Seven years ago, Congress passed a requirement that states reduce children's access to tobacco or risk losing federal money used to cope with substance abuse.
Now that legislation is under a microscope:
Yesterday a well-known tobacco researcher released a study contending that both the federal government and 19 states and territories are violating the statutory requirements of the law.
And for the first time since it was passed, Congress is looking at the Synar amendment, named for the late Sen. Mike Synar (D) of Oklahoma. It is likely to be changed, initially easing the penalties on the states but requiring them to crack down more in the future on illegal cigarette sales to minors.
The scrutiny comes at a time when the government is just starting to implement the legislation. On Sept. 17, Donna Shalala, who heads the US Department of Health and Human Services (HHS), sent letters to seven states and the District of Columbia informing them they are not in compliance with the law and risked losing a total of $37 million for the coming fiscal year. States targeted include Delaware, Iowa, Minnesota, Missouri, Oregon, Rhode Island, and Wyoming. All the states and the District are appealing the ruling.
Losing the money could hurt some states' antidrug efforts. For example, in the current fiscal year, the US government will send the Wyoming Department of Health $1.8 million in substance-abuse aid, most of which will be used to rehabilitate drug addicts. But in the next fiscal year, the state would get less than $1 million in federal money.
"Our clinics will treat fewer drug addicts," says Garry McKee, director of the Department of Health in Cheyenne.
Dr. McKee says it's a matter of priorities. He says Wyoming needs to spend its law-enforcement efforts on an amphetamine "epidemic." But he also thinks it's a philosophical difference. "I really think the states need the latitude to set their priorities, as opposed to the federal government dictating their criteria," he says.
The states' difficulty has caught the attention of Congress.
Sen. Christopher Bond (R) of Missouri (which stands to lose $9.6 million) introduced legislation to end the penalties. Instead, the Senate appears ready to compromise on a proposal to scale back the penalties but to increase the ultimate goal to a higher percentage of kids unable to buy cigarettes.

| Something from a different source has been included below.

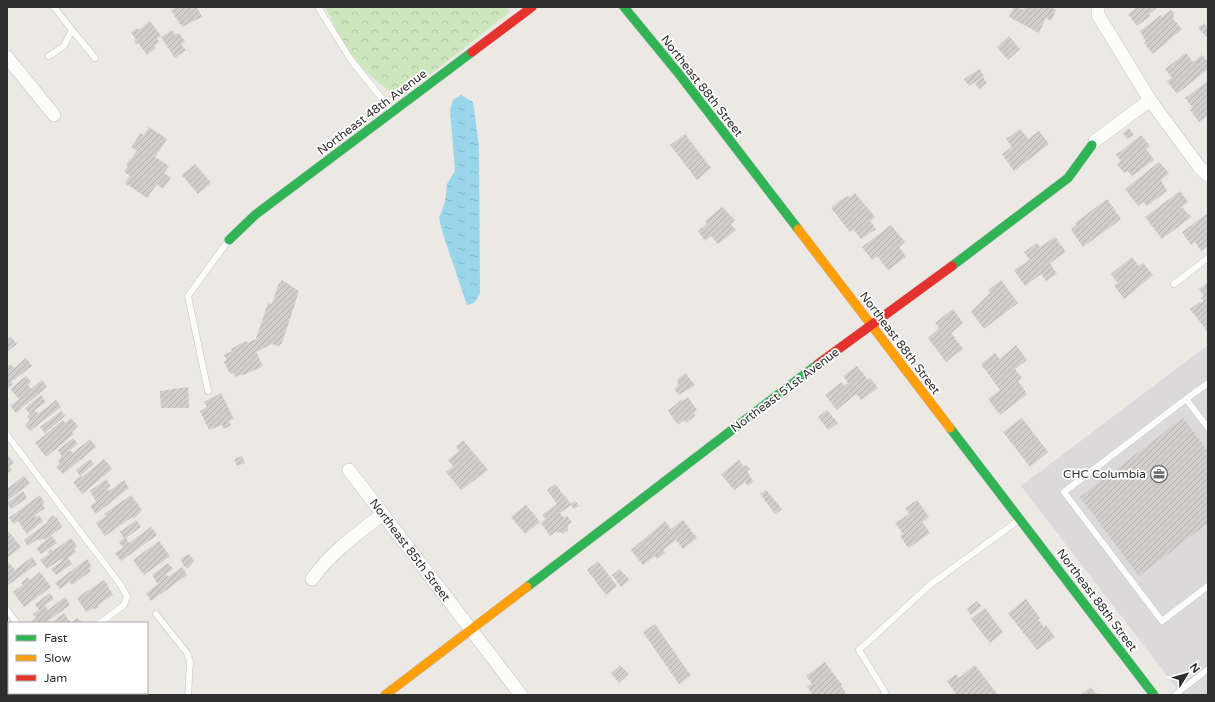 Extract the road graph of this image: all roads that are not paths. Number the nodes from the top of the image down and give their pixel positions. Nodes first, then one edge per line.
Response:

Under current law, states must reach a point where only 20 percent of teens have access. Under the proposed change, states would have a longer time to reduce access to 10 percent. In addition, for the coming fiscal year, a state can avoid a penalty altogether by spending an amount of money equal to the penalty on reducing teen access to cigarettes.
"We're saying we will tailor the penalty to reflect your good-faith effort," says Sen. Dick Durbin (D) of Illinois, one of the authors of the compromise.
But according to the study released yesterday, many states are not even making that effort. Instead of penalizing seven states, the government should be going after 19 states and territories, says Joseph DiFranza, a community health expert at the University of Massachusetts, Worcester.
He found that many of the states have made a feeble effort. "All I required is that they demonstrate that a single merchant anywhere had been penalized," says Dr. DiFranza, whose study was funded by the Robert Wood Johnson Foundation.
He found that 12 states, six territories, and the District of Columbia have not done this. In addition, he found that 27 states or territories had enacted laws with provisions that hinder enforcement. For example, eight states now require that a prosecutor prove a retailer knew a child was below the age of 18 before charging the merchant. Some states, including Wyoming, won't use minors to check on enforcement.
"It's like hitting yourself in the foot and then claiming disability," DiFranza says. Not all states are laggards. DiFranza found that Florida has led the nation by hiring an aggressive inspection team. The state now reports violation rates of 5 percent. "Florida is the only state with a decline in the number of kids smoking," he says.
Federal officials disagree with DiFranza's conclusions. In a letter to DiFranza, HHS administrator Nelba Chavez said he was using data from 1996. "Data over the past three years unmistakably show the Synar program has been extremely successful in achieving its goals," she wrote.
HHS maintains that prior to 1996, the national average availability rate for teens was 60 to 90 percent. In 1997 it dropped to 40 percent, and last year it fell to 25 percent. Nineteen states have already hit the 20 percent goal.
But DiFranza disagrees. "I think HHS has interpreted the law in a manner different than Congress intended." For example, he says HHS considers educational programs and letters sent to merchants as enforcement attempts. "I think you must prosecute and penalize," he says. "Otherwise the law is unenforceable."